Installing individual chargers is one thing. Building a complex smart charging system that can supply a large apartment complex and is ready to expand, is whole different challenge. Let’s take a look at what we did with our latest installation at the Residence Na Plachtě in Hradec Králové, Czechia.
In an ideal world, building a residential project with enough capacities for charging would be easy. You would just ask the power company for whatever output you need for all your charging points combined, and you would get it. Then, you would just install the chargers and let drivers happily juice up their cars.
Unfortunately, the world doesn’t always work in the way we want. The power grid has its limits and the allocations of power output are often lower than ideal. Increasing them (if possible at all) costs money both up front and on raised monthly payments. Fortunately, our smart charging system has ways to work around this problem, as we can illustrate on one of our latest installations, the Residence Na Plachtě in Hradec Králové.

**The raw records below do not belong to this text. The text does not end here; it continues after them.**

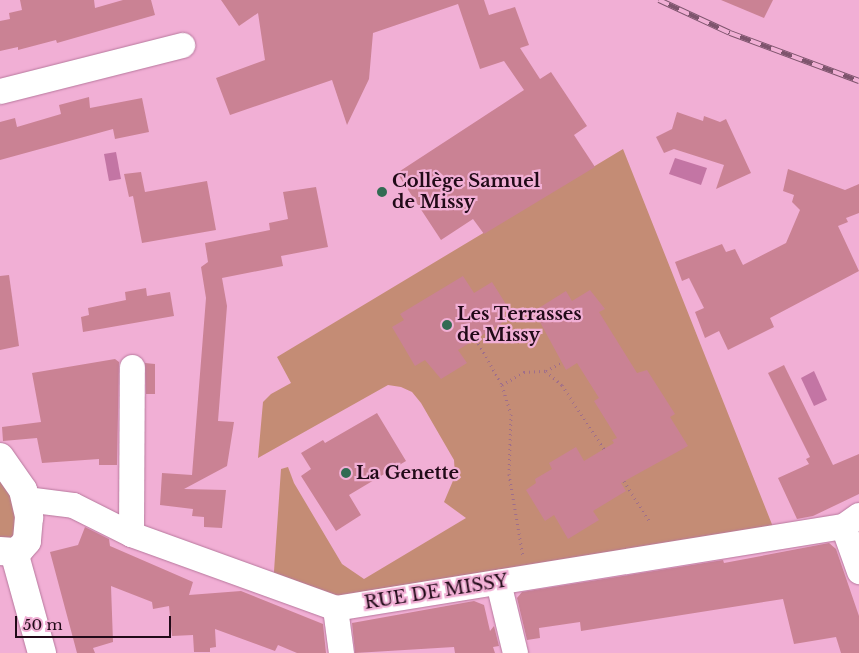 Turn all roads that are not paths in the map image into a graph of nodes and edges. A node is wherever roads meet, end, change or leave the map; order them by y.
1 (182, 45) dead end
2 (0, 91) edge
3 (132, 368) dead end
4 (0, 457) edge
5 (26, 499) junction
6 (851, 520) edge
7 (131, 534) junction
8 (7, 551) edge
9 (859, 571) edge
10 (498, 582) junction
11 (335, 608) junction
12 (42, 653) edge
13 (341, 653) edge
14 (515, 653) edge

1 - 2 street
3 - 7 street
4 - 5 main road
5 - 7 street, RUE DE MISSY
5 - 8 main road
6 - 9 street
6 - 10 street, RUE DE MISSY
7 - 11 street, RUE DE MISSY
8 - 12 main road
10 - 11 street, RUE DE MISSY
10 - 14 street
11 - 13 street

In its initial phase, this project includes one DoubleBox in the parking garages of each of the two apartment blocks, and one DC Charger outside the apartments. The DC Charger is also available for public charging, unlike the DoubleBoxes.
This may sound relatively humble, but the system is designed to be easily expanded with more chargers, without any modifications of the equipment already installed. As the number of electric cars will increase, the capacities for charging them can increase as well.
Managing the energy flow
In installations like this, there are two main goals that our smart system has to achieve. First, at the low-voltage level, need to prevent the circuit breakers from being tripped. Let’s take a look at how our system prevents this.
Ideally, the whole system would designed so that all the charging points would be able to run at the maximum power even with all the appliances – from electric kettles and stoves to heaters and AC units – being switched on. However, this would require a huge power allocation from the grid, something that’s not always possible, especially not in city centres where the grid is already strained. This means that without a smart management in place, the combination of cars being charged and appliances switched on could easily trip the circuit breaker.
To prevent this, our system measures the energy consumption of each of the buildings (in this case, each apartment block) and if the overall energy consumption approaches the limit, it reduces the power of the charging points, keeping the whole installation under its maximum permitted current. Therefore, the charging points can run at maximum possible speed in the off-peak hours and share the reserved amperage in the times when people use their appliances.
Staying within the reserved capacity
The other problem concerns the high-voltage energy management and the reserved capacity in the power grid. Large installations, like the Residence Na Plachtě, have their own transformer stations, buying the energy from the high-voltage grid. This energy is sold based on the yearly and monthly reserved capacity (YRC and MRC[VD1] ). Unlike the circuit-breaker size, this capacity is not constant and can be, for example, negotiated differently for different seasons – for example setting is higher during summer months to account for the AC energy consumption.
This reserved capacity is measured in 15-minute blocks, during which the negotiated capacity, counted in kilowatt-hours (kWh), must not be exceeded. OlifeEnergy’s smart energy management system has the unique capability of keeping track of this and reducing the charging power when needed to stay within the limits.
For example, if your reserved capacity is 20 kWh per 15 minutes, it may be plenty enough to run a home and charge one car. However, when you plug-in the second car, the system may find out that you’ve already used 18 kWhs in the first 10 minutes of those 15, which would mean that you would overshoot your limit in the remaining five. To prevent that from happening, the system slows down or even stops charging, and then resumes in the next 15-minute block.
How it all works together?
Sounds complicated? It is, but an example may make it much easier to understand. A typical 16-apartment block may have a 150 A circuit-breaker, which is enough for charging several EVs off-peak. However, when tenants come home in the evening, they turn on their appliances and just the apartments may take more than half of the available amperage – say, 80 A.
Then, you get one Nissan Leaf with optional 32 A charger come home and start charging. Suddenly, you’re running 112 A on the 150 A circuit. Still fine, but when the neighbour with another Leaf comes home as well, the system is nearing its limit. When the next car, say, BMW i3, returns, the system registers the problem and immediately slows down all three charging points. This way, it avoids the block from blacking out, while allowing all the cars to still be charged, even though at slower speed.
If, at the same time, a Tesla plug into the public DC Charger outside, the system may even slow that, so that the whole complex doesn’t go over its reserved capacity, which would result in breach of contract conditions and subsequent fine being charged. When the tenants start going to sleep and their appliances get switched off, the chargers return to the highest possible charging speed to make the most of the off-peak time.
This way, the EV owners have their cars fully charged and ready in the morning at best possible price, while the developer or apartment block proprietor doesn’t need to pay for excessively large reserved capacity. Or wait for the capacity to be available, which it often isn’t, especially in large city centres.